Gameplay-wise, the latest installment introduces some notable tweaks like a new shot meter, the ability to throw a skip pass across the court, and the ability to rapidly shift your position on defense, which is something I have been desperately hoping for.

MyCareer story mode

I had honestly given up on previous iterations of NBA 2K‘s MyCareer story mode because of the monotonous experience of playing through NBA seasons and answering repetitive post-game questions from the media.

But Spike Lee’s “Living’ DaDream” on NBA 2K16 changed my perspective, as it told an engaging story that featured memorable characters. It was a breath of fresh air. My only problem was that it was too short.

This year, 2K Games is sticking to the same approach but with a different narrative. I haven’t finished The Prelude’s MyCareer mode yet — I’m only up to my last game in college. But I can only hope the development team has a longer story to tell this year. Without spoiling anything I can tell you it is still very detailed and personal, though probably not as intimate as NBA 2K16‘s Spike Lee joint, with the team bringing in a new writer, director, and cast.

This year’s story feels much more mainstream; actors Hannibal Buress, Michael B. Jordan, and others have lent their voices and faces to NBA 2K17. This tells me we will be seeing more Hollywood-driven storylines in the coming years. A rotating roster of writers and directors helming the story also opens up the franchise to more creative possibilities.

Face-scanning in NBA 2K17

It’s probably important that I talk about the new face-scanning feature, which now supports Android and iOS devices.

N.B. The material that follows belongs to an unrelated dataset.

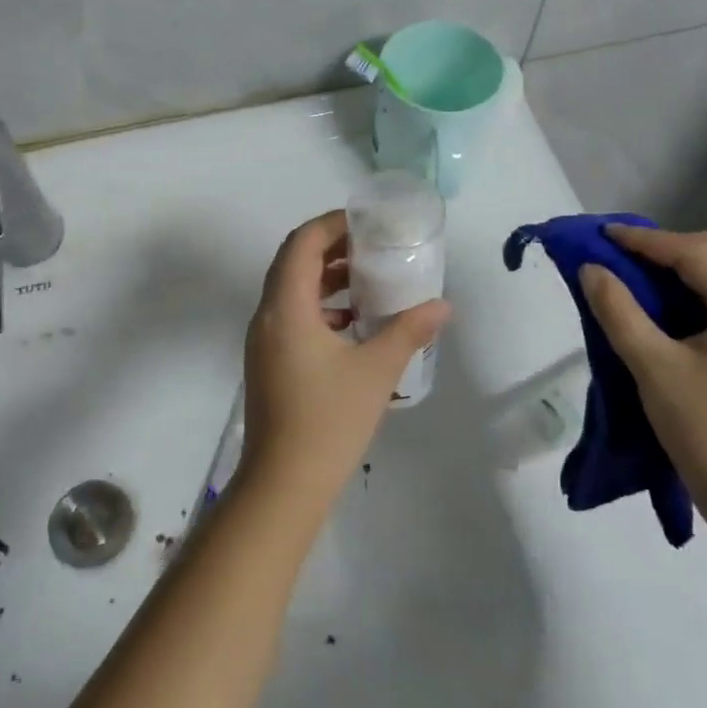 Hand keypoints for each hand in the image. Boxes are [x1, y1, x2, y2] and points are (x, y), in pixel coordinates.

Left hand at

Unfortunately, I couldn’t get it to work.

I first tried face-scanning in NBA 2K15 on Xbox One, using the Kinect camera. I spent several hours in front of the camera, slowly turning my head from side to side to get a decent result, but without success; I always ended up with a deformed version of my face. Which led me to sculpt a face from one of the presets. I wasn’t able to try out the face-scan feature in NBA 2K16 because I got a copy for the PS4 and didn’t have a PlayStation Eye cam.

It isn’t as limiting this time, as for the first time ever, 2K Games is making the feature available to more users by integrating it into the free MyNBA 2K17 app. It’s a godsend for people who don’t own a PlayStation Eye or Kinect, although in my experience, the app is just as frustrating to use.
It still couldn’t generate a decent mold of my face from the pictures I uploaded. This time, however, instead of creating a monstrous mug for me to post on social media, it just shows an error message. Thankfully though, they’ve added even more options now for sculpting faces from presets.



Early impressions

From what I’ve seen from this prelude, it looks like NBA 2K17 is going to be another success. Once again, the developers have proven that their focus and meticulousness when it comes to translating the NBA game into virtual form are the key to the franchise’s winning record. Their efforts this year serve to create the perfect basketball simulator.

Casual fans might not notice the fine nuances, particularly the new collision mechanic. But hardcore fans of the game and of basketball will be sure to pick up the finer details.

In the end, most of us want our basketball game to be as close to the real thing as possible. And I think once again, NBA 2K17 delivers on that front more so than before.